● **Activity**:
Would you restate every entry below word for word? Leave out the pictures.

● **Input material**:
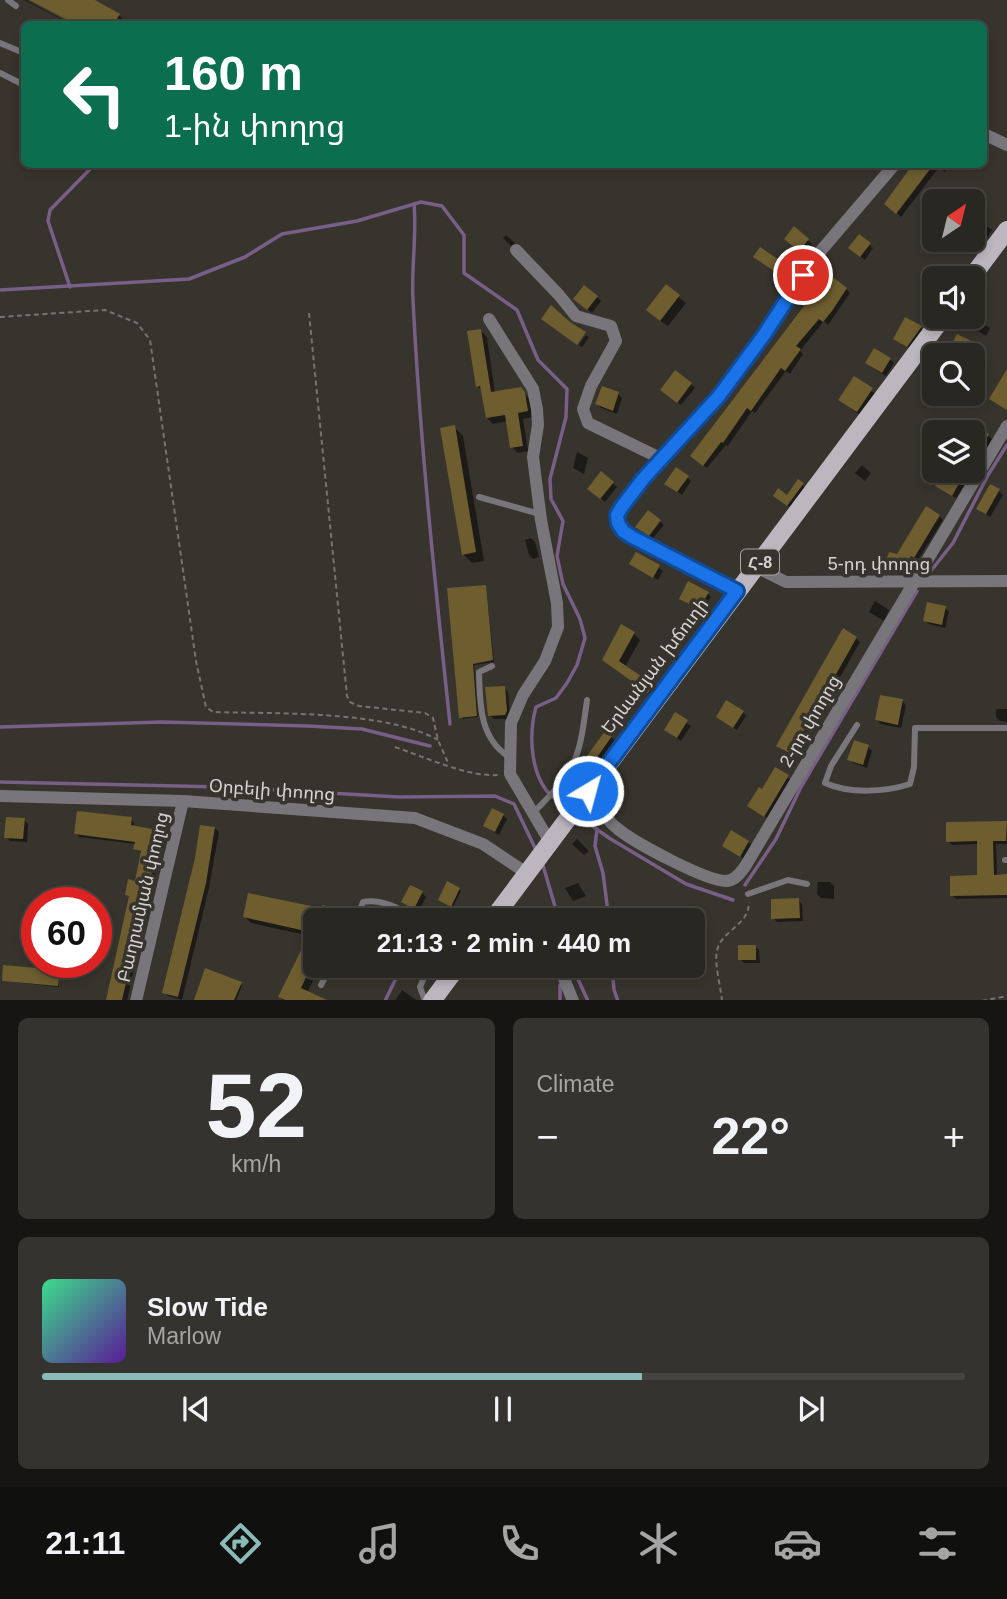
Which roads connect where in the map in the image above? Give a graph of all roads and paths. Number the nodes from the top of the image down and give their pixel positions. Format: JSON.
{"nodes":[{"id":1,"x":8,"y":0,"type":"edge"},
{"id":2,"x":16,"y":6,"type":"dead end"},
{"id":3,"x":0,"y":43,"type":"edge"},
{"id":4,"x":21,"y":51,"type":"edge"},
{"id":5,"x":0,"y":73,"type":"edge"},
{"id":6,"x":21,"y":84,"type":"edge"},
{"id":7,"x":987,"y":135,"type":"edge"},
{"id":8,"x":1007,"y":145,"type":"edge"},
{"id":9,"x":892,"y":168,"type":"edge"},
{"id":10,"x":1007,"y":230,"type":"edge"},
{"id":11,"x":516,"y":250,"type":"dead end"},
{"id":12,"x":980,"y":266,"type":"edge"},
{"id":13,"x":309,"y":313,"type":"dead end"},
{"id":14,"x":0,"y":317,"type":"edge"},
{"id":15,"x":489,"y":319,"type":"dead end"},
{"id":16,"x":934,"y":329,"type":"edge"},
{"id":17,"x":1007,"y":426,"type":"edge"},
{"id":18,"x":662,"y":458,"type":"junction"},
{"id":19,"x":479,"y":496,"type":"dead end"},
{"id":20,"x":540,"y":514,"type":"junction"},
{"id":21,"x":756,"y":567,"type":"junction"},
{"id":22,"x":914,"y":581,"type":"junction"},
{"id":23,"x":1007,"y":581,"type":"edge"},
{"id":24,"x":737,"y":591,"type":"junction"},
{"id":25,"x":492,"y":666,"type":"dead end"},
{"id":26,"x":587,"y":700,"type":"dead end"},
{"id":27,"x":857,"y":725,"type":"dead end"},
{"id":28,"x":1007,"y":729,"type":"edge"},
{"id":29,"x":438,"y":740,"type":"junction"},
{"id":30,"x":395,"y":747,"type":"dead end"},
{"id":31,"x":511,"y":758,"type":"junction"},
{"id":32,"x":449,"y":765,"type":"junction"},
{"id":33,"x":510,"y":774,"type":"junction"},
{"id":34,"x":588,"y":791,"type":"junction"},
{"id":35,"x":0,"y":796,"type":"edge"},
{"id":36,"x":183,"y":801,"type":"junction"},
{"id":37,"x":533,"y":813,"type":"junction"},
{"id":38,"x":551,"y":842,"type":"junction"},
{"id":39,"x":528,"y":874,"type":"junction"},
{"id":40,"x":807,"y":884,"type":"dead end"},
{"id":41,"x":748,"y":894,"type":"joint"},
{"id":42,"x":361,"y":908,"type":"edge"},
{"id":43,"x":398,"y":908,"type":"edge"},
{"id":44,"x":505,"y":908,"type":"edge"},
{"id":45,"x":325,"y":978,"type":"edge"},
{"id":46,"x":424,"y":978,"type":"edge"},
{"id":47,"x":449,"y":978,"type":"edge"},
{"id":48,"x":564,"y":978,"type":"edge"},
{"id":49,"x":321,"y":985,"type":"dead end"},
{"id":50,"x":1007,"y":996,"type":"edge"},
{"id":51,"x":136,"y":1000,"type":"edge"},
{"id":52,"x":425,"y":1000,"type":"edge"},
{"id":53,"x":432,"y":1000,"type":"edge"},
{"id":54,"x":573,"y":1000,"type":"edge"},
{"id":55,"x":722,"y":1000,"type":"edge"},
{"id":56,"x":982,"y":1000,"type":"edge"}],
"edges":[{"from":1,"to":2,"type":"lane"},
{"from":3,"to":4,"type":"lane"},
{"from":5,"to":6,"type":"lane"},
{"from":7,"to":8,"type":"street"},
{"from":9,"to":18,"type":"street"},
{"from":10,"to":12,"type":"main road"},
{"from":11,"to":18,"type":"street"},
{"from":13,"to":29,"type":"path"},
{"from":14,"to":29,"type":"path"},
{"from":15,"to":20,"type":"street"},
{"from":16,"to":21,"type":"main road","name":"Երևանյան խճուղի","number":"Հ-8"},
{"from":17,"to":22,"type":"street","name":"2-րդ փողոց"},
{"from":18,"to":24,"type":"street"},
{"from":19,"to":20,"type":"lane"},
{"from":20,"to":31,"type":"street"},
{"from":21,"to":22,"type":"street","name":"5-րդ փողոց"},
{"from":21,"to":24,"type":"main road","name":"Երևանյան խճուղի","number":"Հ-8"},
{"from":22,"to":23,"type":"street","name":"5-րդ փողոց"},
{"from":22,"to":34,"type":"street","name":"2-րդ փողոց"},
{"from":24,"to":34,"type":"main road","name":"Երևանյան խճուղի","number":"Հ-8"},
{"from":25,"to":31,"type":"lane"},
{"from":26,"to":37,"type":"lane"},
{"from":27,"to":28,"type":"lane"},
{"from":29,"to":32,"type":"path"},
{"from":30,"to":32,"type":"path"},
{"from":31,"to":33,"type":"street"},
{"from":32,"to":33,"type":"path"},
{"from":33,"to":37,"type":"street"},
{"from":34,"to":38,"type":"main road","name":"Երևանյան խճուղի","number":"Հ-8"},
{"from":35,"to":36,"type":"street","name":"Օրբելի փողոց"},
{"from":36,"to":39,"type":"street","name":"Օրբելի փողոց"},
{"from":36,"to":51,"type":"street","name":"Բաղրամյան փողոց"},
{"from":37,"to":38,"type":"street"},
{"from":38,"to":39,"type":"main road","name":"Երևանյան խճուղի","number":"Հ-8"},
{"from":39,"to":44,"type":"main road","number":"Հ-8"},
{"from":40,"to":41,"type":"lane"},
{"from":41,"to":55,"type":"path"},
{"from":42,"to":43,"type":"lane"},
{"from":45,"to":49,"type":"lane"},
{"from":46,"to":52,"type":"lane"},
{"from":47,"to":53,"type":"main road"},
{"from":48,"to":54,"type":"street"},
{"from":50,"to":56,"type":"path"}]}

● **Reply**:
Which roads connect where in the map in the image above? Give a graph of all roads and paths. Number the nodes from the top of the image down and give their pixel positions. Format: JSON.
{"nodes":[{"id":1,"x":8,"y":0,"type":"edge"},
{"id":2,"x":16,"y":6,"type":"dead end"},
{"id":3,"x":0,"y":43,"type":"edge"},
{"id":4,"x":21,"y":51,"type":"edge"},
{"id":5,"x":0,"y":73,"type":"edge"},
{"id":6,"x":21,"y":84,"type":"edge"},
{"id":7,"x":987,"y":135,"type":"edge"},
{"id":8,"x":1007,"y":145,"type":"edge"},
{"id":9,"x":892,"y":168,"type":"edge"},
{"id":10,"x":1007,"y":230,"type":"edge"},
{"id":11,"x":516,"y":250,"type":"dead end"},
{"id":12,"x":980,"y":266,"type":"edge"},
{"id":13,"x":309,"y":313,"type":"dead end"},
{"id":14,"x":0,"y":317,"type":"edge"},
{"id":15,"x":489,"y":319,"type":"dead end"},
{"id":16,"x":934,"y":329,"type":"edge"},
{"id":17,"x":1007,"y":426,"type":"edge"},
{"id":18,"x":662,"y":458,"type":"junction"},
{"id":19,"x":479,"y":496,"type":"dead end"},
{"id":20,"x":540,"y":514,"type":"junction"},
{"id":21,"x":756,"y":567,"type":"junction"},
{"id":22,"x":914,"y":581,"type":"junction"},
{"id":23,"x":1007,"y":581,"type":"edge"},
{"id":24,"x":737,"y":591,"type":"junction"},
{"id":25,"x":492,"y":666,"type":"dead end"},
{"id":26,"x":587,"y":700,"type":"dead end"},
{"id":27,"x":857,"y":725,"type":"dead end"},
{"id":28,"x":1007,"y":729,"type":"edge"},
{"id":29,"x":438,"y":740,"type":"junction"},
{"id":30,"x":395,"y":747,"type":"dead end"},
{"id":31,"x":511,"y":758,"type":"junction"},
{"id":32,"x":449,"y":765,"type":"junction"},
{"id":33,"x":510,"y":774,"type":"junction"},
{"id":34,"x":588,"y":791,"type":"junction"},
{"id":35,"x":0,"y":796,"type":"edge"},
{"id":36,"x":183,"y":801,"type":"junction"},
{"id":37,"x":533,"y":813,"type":"junction"},
{"id":38,"x":551,"y":842,"type":"junction"},
{"id":39,"x":528,"y":874,"type":"junction"},
{"id":40,"x":807,"y":884,"type":"dead end"},
{"id":41,"x":748,"y":894,"type":"joint"},
{"id":42,"x":361,"y":908,"type":"edge"},
{"id":43,"x":398,"y":908,"type":"edge"},
{"id":44,"x":505,"y":908,"type":"edge"},
{"id":45,"x":325,"y":978,"type":"edge"},
{"id":46,"x":424,"y":978,"type":"edge"},
{"id":47,"x":449,"y":978,"type":"edge"},
{"id":48,"x":564,"y":978,"type":"edge"},
{"id":49,"x":321,"y":985,"type":"dead end"},
{"id":50,"x":1007,"y":996,"type":"edge"},
{"id":51,"x":136,"y":1000,"type":"edge"},
{"id":52,"x":425,"y":1000,"type":"edge"},
{"id":53,"x":432,"y":1000,"type":"edge"},
{"id":54,"x":573,"y":1000,"type":"edge"},
{"id":55,"x":722,"y":1000,"type":"edge"},
{"id":56,"x":982,"y":1000,"type":"edge"}],
"edges":[{"from":1,"to":2,"type":"lane"},
{"from":3,"to":4,"type":"lane"},
{"from":5,"to":6,"type":"lane"},
{"from":7,"to":8,"type":"street"},
{"from":9,"to":18,"type":"street"},
{"from":10,"to":12,"type":"main road"},
{"from":11,"to":18,"type":"street"},
{"from":13,"to":29,"type":"path"},
{"from":14,"to":29,"type":"path"},
{"from":15,"to":20,"type":"street"},
{"from":16,"to":21,"type":"main road","name":"Երևանյան խճուղի","number":"Հ-8"},
{"from":17,"to":22,"type":"street","name":"2-րդ փողոց"},
{"from":18,"to":24,"type":"street"},
{"from":19,"to":20,"type":"lane"},
{"from":20,"to":31,"type":"street"},
{"from":21,"to":22,"type":"street","name":"5-րդ փողոց"},
{"from":21,"to":24,"type":"main road","name":"Երևանյան խճուղի","number":"Հ-8"},
{"from":22,"to":23,"type":"street","name":"5-րդ փողոց"},
{"from":22,"to":34,"type":"street","name":"2-րդ փողոց"},
{"from":24,"to":34,"type":"main road","name":"Երևանյան խճուղի","number":"Հ-8"},
{"from":25,"to":31,"type":"lane"},
{"from":26,"to":37,"type":"lane"},
{"from":27,"to":28,"type":"lane"},
{"from":29,"to":32,"type":"path"},
{"from":30,"to":32,"type":"path"},
{"from":31,"to":33,"type":"street"},
{"from":32,"to":33,"type":"path"},
{"from":33,"to":37,"type":"street"},
{"from":34,"to":38,"type":"main road","name":"Երևանյան խճուղի","number":"Հ-8"},
{"from":35,"to":36,"type":"street","name":"Օրբելի փողոց"},
{"from":36,"to":39,"type":"street","name":"Օրբելի փողոց"},
{"from":36,"to":51,"type":"street","name":"Բաղրամյան փողոց"},
{"from":37,"to":38,"type":"street"},
{"from":38,"to":39,"type":"main road","name":"Երևանյան խճուղի","number":"Հ-8"},
{"from":39,"to":44,"type":"main road","number":"Հ-8"},
{"from":40,"to":41,"type":"lane"},
{"from":41,"to":55,"type":"path"},
{"from":42,"to":43,"type":"lane"},
{"from":45,"to":49,"type":"lane"},
{"from":46,"to":52,"type":"lane"},
{"from":47,"to":53,"type":"main road"},
{"from":48,"to":54,"type":"street"},
{"from":50,"to":56,"type":"path"}]}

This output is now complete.